Basic Allowance for Housing (BAH)
BAH is the military's housing stipend, and it effectively sets a rental rate floor for military tenants. For the Colorado Springs area, 2026 BAH rates for an E-6 with dependents (a common tenant profile) are approximately $2,100-$2,200 per month. Officers and senior NCOs receive more. This means a property that rents within the BAH range will always have demand, regardless of broader market conditions.
Tech and Defense Growth
The U.S. Space Command headquarters brought hundreds of high-paying jobs and associated contractors. Companies like L3Harris, Northrop Grumman, Raytheon, and Boeing maintain significant operations in the Springs. Amazon opened a fulfillment center. These non-military jobs add depth to the rental market beyond BAH-driven demand.
Price Advantage Over Denver
Colorado Springs median home prices remain 20-30% below the Denver metro average. For investors, this means lower capital requirements per deal, better cash-on-cash returns at similar rent levels, and more room in the spread between acquisition cost and after-repair value on flips.
Investor Tip: The BAH Advantage
When analyzing a rental property in Colorado Springs, look up the current BAH rate for the area and target your rental price to fall within the BAH range for E-5 to E-7 with dependents. This is the largest tenant pool. Properties priced at or just below the BAH ceiling rent fastest and have the lowest vacancy rates.
What to Watch
- Water: Colorado Springs sources water from multiple systems, but long-term water availability in the Arkansas River basin is a factor for the broader region. This has not materially impacted values yet, but it is a long-term consideration.
- I-25 Gap Project: The widening of I-25 between Monument and Castle Rock (completed sections opening 2024-2026) makes commuting between the Springs and Denver metro more viable, which could support appreciation as the two metros become more connected.
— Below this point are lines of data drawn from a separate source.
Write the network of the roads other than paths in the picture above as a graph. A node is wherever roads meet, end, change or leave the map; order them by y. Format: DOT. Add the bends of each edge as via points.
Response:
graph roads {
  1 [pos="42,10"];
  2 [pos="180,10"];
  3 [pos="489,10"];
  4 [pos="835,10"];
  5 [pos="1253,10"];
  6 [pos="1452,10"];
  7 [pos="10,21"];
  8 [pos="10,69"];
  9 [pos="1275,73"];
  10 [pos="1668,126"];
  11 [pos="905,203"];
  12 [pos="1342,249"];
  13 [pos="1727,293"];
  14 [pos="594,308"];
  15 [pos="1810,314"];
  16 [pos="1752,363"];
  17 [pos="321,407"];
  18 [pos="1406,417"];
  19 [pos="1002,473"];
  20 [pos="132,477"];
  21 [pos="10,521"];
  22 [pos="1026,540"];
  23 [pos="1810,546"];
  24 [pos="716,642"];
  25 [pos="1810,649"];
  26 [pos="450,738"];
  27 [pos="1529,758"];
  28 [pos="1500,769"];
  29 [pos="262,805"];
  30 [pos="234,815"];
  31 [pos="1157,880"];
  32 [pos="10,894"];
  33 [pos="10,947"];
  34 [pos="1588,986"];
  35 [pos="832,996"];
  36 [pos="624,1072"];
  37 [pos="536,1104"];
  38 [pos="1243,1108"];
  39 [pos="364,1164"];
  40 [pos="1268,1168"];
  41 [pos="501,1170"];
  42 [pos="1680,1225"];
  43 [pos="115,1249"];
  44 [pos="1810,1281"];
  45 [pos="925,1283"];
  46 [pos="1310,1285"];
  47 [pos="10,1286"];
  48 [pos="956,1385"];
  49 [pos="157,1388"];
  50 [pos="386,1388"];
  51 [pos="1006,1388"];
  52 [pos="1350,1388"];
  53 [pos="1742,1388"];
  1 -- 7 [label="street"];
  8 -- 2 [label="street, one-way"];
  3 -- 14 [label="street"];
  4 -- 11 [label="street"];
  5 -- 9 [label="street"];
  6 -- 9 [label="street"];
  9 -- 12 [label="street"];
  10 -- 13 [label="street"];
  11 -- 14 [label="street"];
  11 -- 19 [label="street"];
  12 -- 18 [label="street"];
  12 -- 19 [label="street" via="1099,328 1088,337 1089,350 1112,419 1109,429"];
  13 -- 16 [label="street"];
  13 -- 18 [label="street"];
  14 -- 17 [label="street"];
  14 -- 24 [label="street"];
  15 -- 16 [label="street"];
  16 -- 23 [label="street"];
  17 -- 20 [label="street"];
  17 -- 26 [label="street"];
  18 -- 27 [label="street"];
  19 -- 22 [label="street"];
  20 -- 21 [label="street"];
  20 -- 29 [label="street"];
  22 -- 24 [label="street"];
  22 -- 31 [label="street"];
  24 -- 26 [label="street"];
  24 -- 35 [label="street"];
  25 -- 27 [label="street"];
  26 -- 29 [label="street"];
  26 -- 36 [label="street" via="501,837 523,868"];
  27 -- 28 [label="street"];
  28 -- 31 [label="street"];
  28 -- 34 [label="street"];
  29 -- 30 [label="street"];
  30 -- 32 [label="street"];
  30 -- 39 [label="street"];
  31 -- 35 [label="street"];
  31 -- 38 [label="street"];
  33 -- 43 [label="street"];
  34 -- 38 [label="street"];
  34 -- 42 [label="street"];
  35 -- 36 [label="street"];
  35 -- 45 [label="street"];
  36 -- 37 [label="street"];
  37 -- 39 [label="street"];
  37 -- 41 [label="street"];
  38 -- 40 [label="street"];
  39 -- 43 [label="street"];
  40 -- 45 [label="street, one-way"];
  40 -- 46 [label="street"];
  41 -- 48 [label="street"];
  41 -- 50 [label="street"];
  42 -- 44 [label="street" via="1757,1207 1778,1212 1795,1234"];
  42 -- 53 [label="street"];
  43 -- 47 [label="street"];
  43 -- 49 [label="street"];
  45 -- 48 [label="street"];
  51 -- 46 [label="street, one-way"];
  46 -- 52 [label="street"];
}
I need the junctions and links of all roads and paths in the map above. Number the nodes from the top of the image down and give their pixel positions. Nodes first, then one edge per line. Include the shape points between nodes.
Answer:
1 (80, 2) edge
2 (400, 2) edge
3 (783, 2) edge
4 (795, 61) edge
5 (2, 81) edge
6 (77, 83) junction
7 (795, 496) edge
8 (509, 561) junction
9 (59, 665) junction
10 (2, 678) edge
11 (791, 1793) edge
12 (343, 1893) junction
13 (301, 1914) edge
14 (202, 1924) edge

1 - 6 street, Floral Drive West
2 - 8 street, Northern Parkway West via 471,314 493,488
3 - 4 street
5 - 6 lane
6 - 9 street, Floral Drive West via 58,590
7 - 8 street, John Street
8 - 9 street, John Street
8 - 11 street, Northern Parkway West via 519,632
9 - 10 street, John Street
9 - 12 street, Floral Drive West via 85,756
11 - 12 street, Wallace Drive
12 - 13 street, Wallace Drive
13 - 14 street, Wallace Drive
- Short-term rental regulation: The City of Colorado Springs has been updating its STR ordinance. Verify current requirements before relying on short-term rental income in your analysis.
- Property taxes: El Paso County property taxes remain relatively low compared to Denver metro counties, which benefits cash flow. However, check for metropolitan district (metro district) inclusions in newer subdivisions. These can add significant mill levy surcharges.